Violence erupted between far-right demonstrators and anti-fascists at a rally in the central German city of Jena on the birthday of Adolf Hitler, Wednesday 20 April. The march was held by supporters of the Thügida group, the Thuringia province offshoot of the anti-Islam Pegida movement.
About 200 Thügida supporters carried torches and held aloft banners with the black, white and red of the former German empire. They were met by 3,000 counter-demonstrators, who hurled fireworks and bottles at them, reported German press agency DPA.
Police said that 15 officers were injured as they attempted to prevent counter-demonstrators breaking through police lines to confront Thügida supporters. Several police vehicles were damaged by projectiles thrown by protesters, and police intervened in break-up scuffles between rival demonstrators.
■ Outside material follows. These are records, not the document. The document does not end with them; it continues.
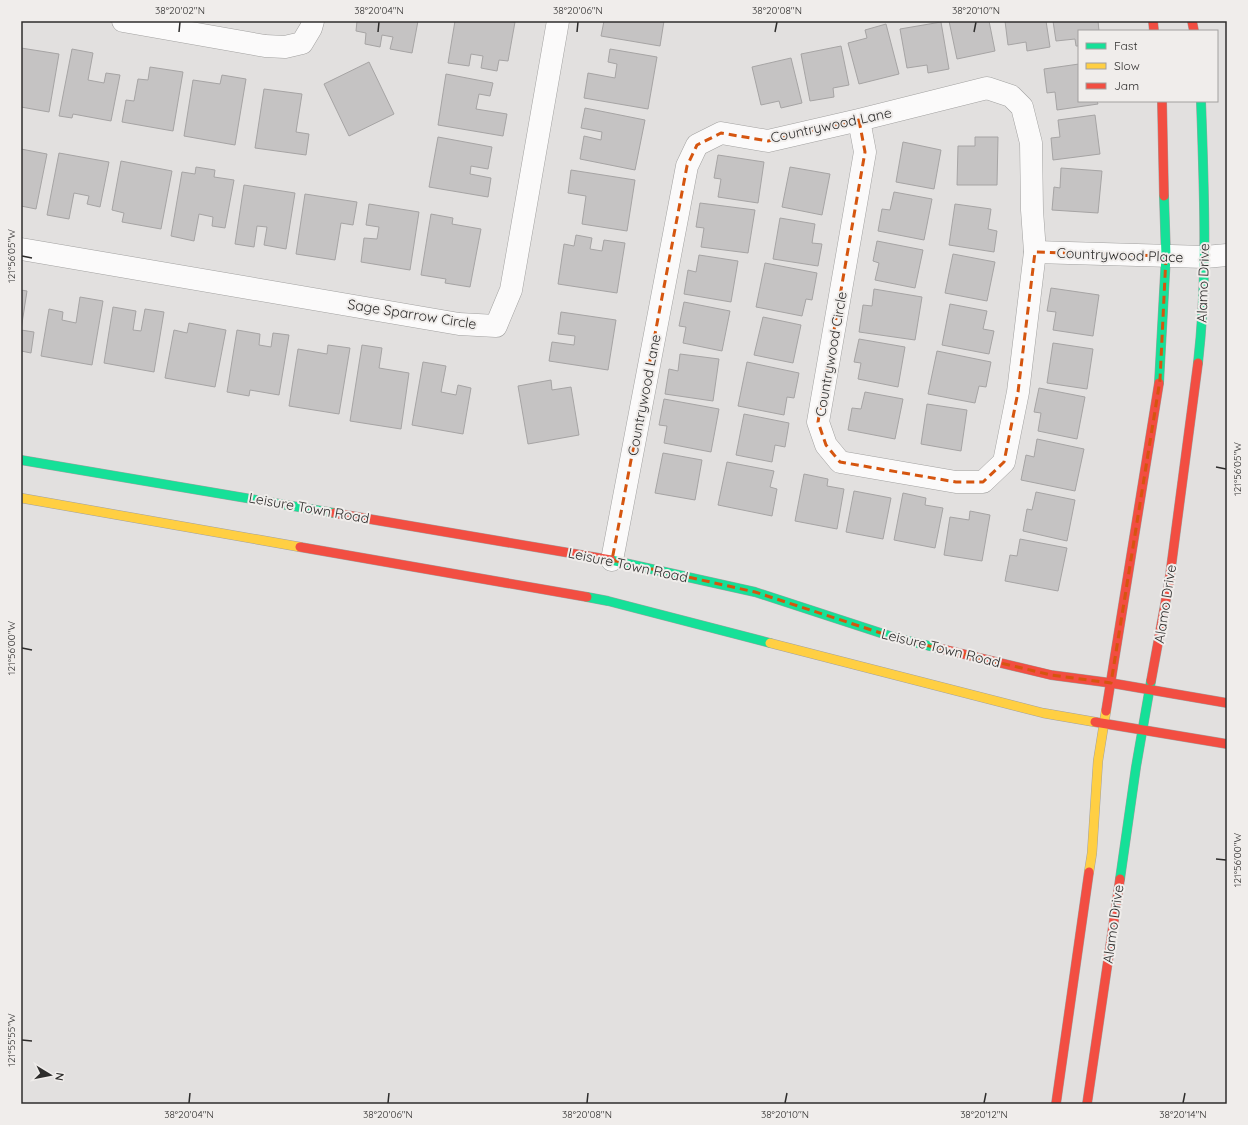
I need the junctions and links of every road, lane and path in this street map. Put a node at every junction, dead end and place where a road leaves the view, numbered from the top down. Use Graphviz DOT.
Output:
graph roads {
  1 [pos="123,21"];
  2 [pos="313,21"];
  3 [pos="558,21"];
  4 [pos="1162,102"];
  5 [pos="1201,102"];
  6 [pos="859,120"];
  7 [pos="21,249"];
  8 [pos="1035,252"];
  9 [pos="1227,255"];
  10 [pos="1166,256"];
  11 [pos="1205,257"];
  12 [pos="21,460"];
  13 [pos="21,498"];
  14 [pos="612,560"];
  15 [pos="1111,683"];
  16 [pos="1150,690"];
  17 [pos="1227,703"];
  18 [pos="1104,723"];
  19 [pos="1143,730"];
  20 [pos="1227,744"];
  21 [pos="1056,1104"];
  22 [pos="1087,1104"];
  1 -- 2 [label="street"];
  3 -- 7 [label="street, Sage Sparrow Circle"];
  4 -- 10 [label="main road"];
  5 -- 11 [label="main road, Alamo Drive"];
  6 -- 8 [label="street, Countrywood Lane"];
  6 -- 8 [label="street, Countrywood Circle"];
  6 -- 14 [label="street, Countrywood Lane"];
  8 -- 10 [label="street, Countrywood Place"];
  9 -- 11 [label="street, Countrywood Place"];
  10 -- 11 [label="street, Countrywood Place"];
  10 -- 15 [label="main road"];
  11 -- 16 [label="main road, Alamo Drive"];
  12 -- 14 [label="main road, Leisure Town Road"];
  13 -- 18 [label="main road"];
  14 -- 15 [label="main road, Leisure Town Road"];
  15 -- 16 [label="main road, Leisure Town Road"];
  15 -- 18 [label="main road"];
  16 -- 17 [label="main road, Leisure Town Road"];
  16 -- 19 [label="main road, Alamo Drive"];
  18 -- 19 [label="main road"];
  18 -- 21 [label="main road"];
  19 -- 20 [label="main road"];
  19 -- 22 [label="main road, Alamo Drive"];
}
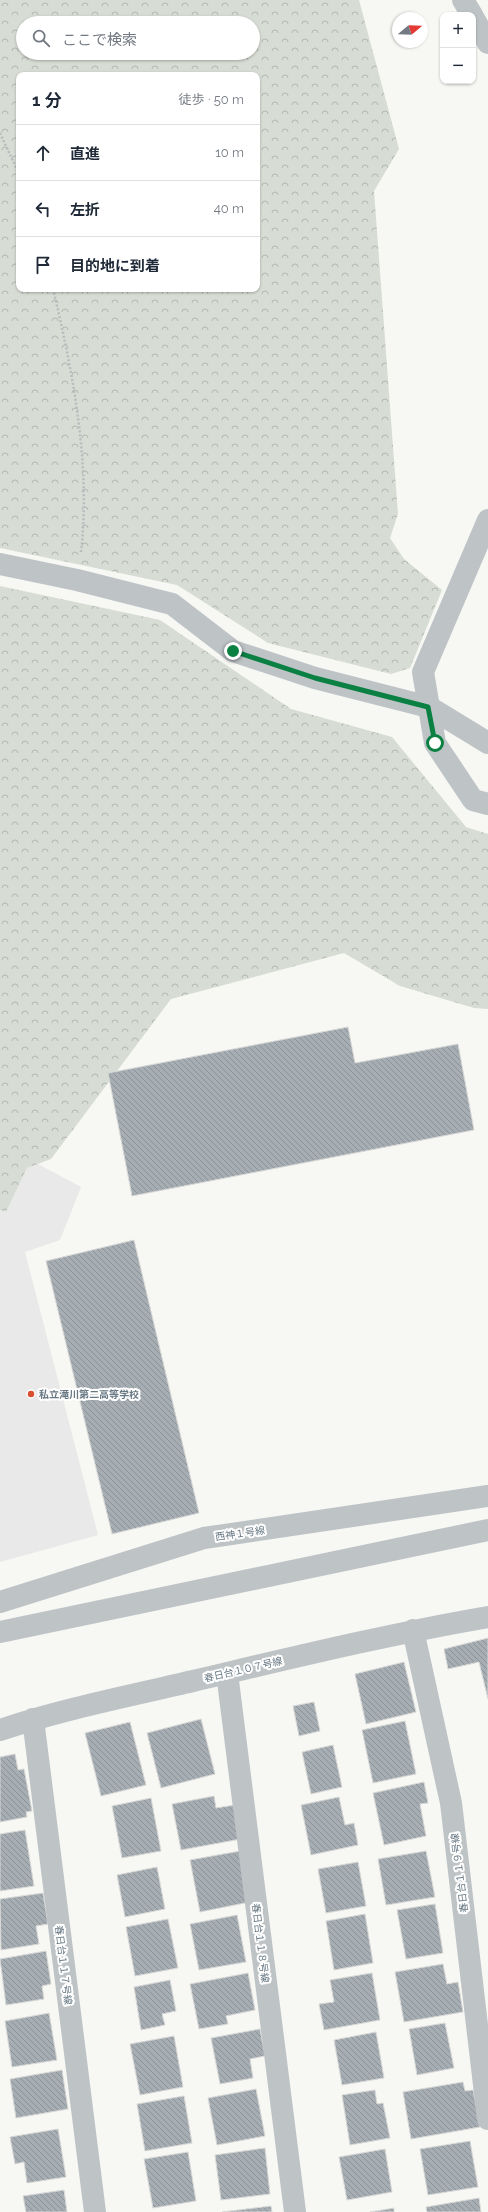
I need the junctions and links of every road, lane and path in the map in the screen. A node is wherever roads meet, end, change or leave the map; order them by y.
1 (463, 0) edge
2 (470, 12) edge
3 (476, 23) edge
4 (488, 44) edge
5 (0, 133) edge
6 (16, 168) edge
7 (54, 292) edge
8 (488, 520) edge
9 (0, 564) edge
10 (77, 580) junction
11 (428, 707) junction
12 (488, 743) edge
13 (488, 804) edge
14 (488, 1496) edge
15 (488, 1530) edge
16 (0, 1602) edge
17 (488, 1617) edge
18 (413, 1630) junction
19 (0, 1632) edge
20 (227, 1673) junction
21 (33, 1719) junction
22 (0, 1730) edge
23 (488, 2119) edge
24 (95, 2212) edge
25 (295, 2212) edge

1 - 2 street
3 - 4 street
5 - 6 path
7 - 10 path
8 - 11 street
9 - 10 street
10 - 11 street
11 - 12 street
11 - 13 street
14 - 16 street, 西神１号線
15 - 19 street
17 - 18 street, 春日台１０７号線
18 - 20 street, 春日台１０７号線
18 - 23 street, 春日台１１９号線
20 - 21 street, 春日台１０７号線
20 - 25 street, 春日台１１８号線
21 - 22 street, 春日台１０７号線
21 - 24 street, 春日台１１７号線

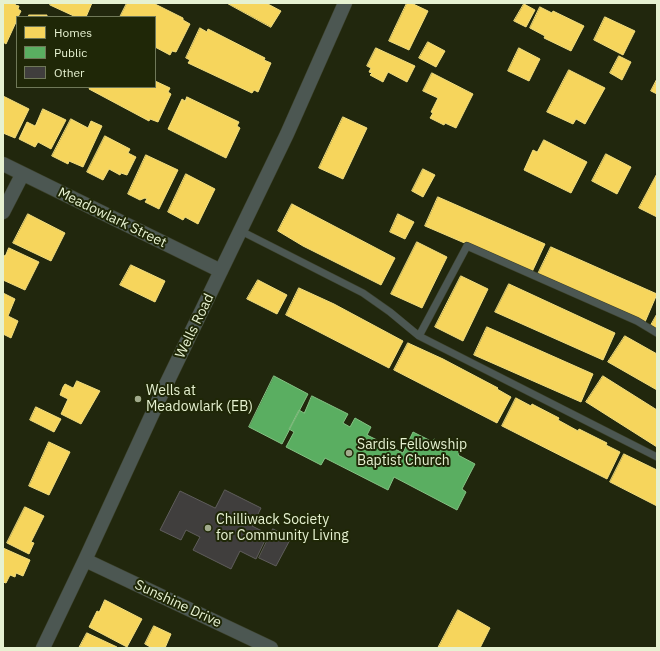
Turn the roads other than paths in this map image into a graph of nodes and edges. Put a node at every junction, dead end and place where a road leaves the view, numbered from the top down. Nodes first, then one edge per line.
1 (344, 3) edge
2 (3, 164) edge
3 (22, 175) junction
4 (3, 212) edge
5 (240, 231) junction
6 (221, 271) junction
7 (657, 333) edge
8 (419, 336) junction
9 (657, 457) edge
10 (85, 560) junction
11 (43, 648) edge
12 (271, 648) edge

1 - 5 street, Wells Road
2 - 3 street, Meadowlark Street
3 - 4 street
3 - 6 street, Meadowlark Street
5 - 6 street, Wells Road
5 - 8 lane
6 - 10 street, Wells Road
7 - 8 lane
8 - 9 lane
10 - 11 street, Wells Road
10 - 12 street, Sunshine Drive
Officers used pepper spray to control the crowd, and recorded 35 criminal offences by demonstrators on both sides. Figures on the number of demonstrators injured is not available.
In recent months the Pegida movement has expanded beyond its eastern German heartlands, with affiliated groups holding rallies in Cologne and Leipzig in the wake of mass sexual assaults on New Year's Eve.
A court overturned a police ban on the rally taking place on Hitler's birthday, arguing the group was free to demonstrate as long as it did not celebrate Hitler's legacy.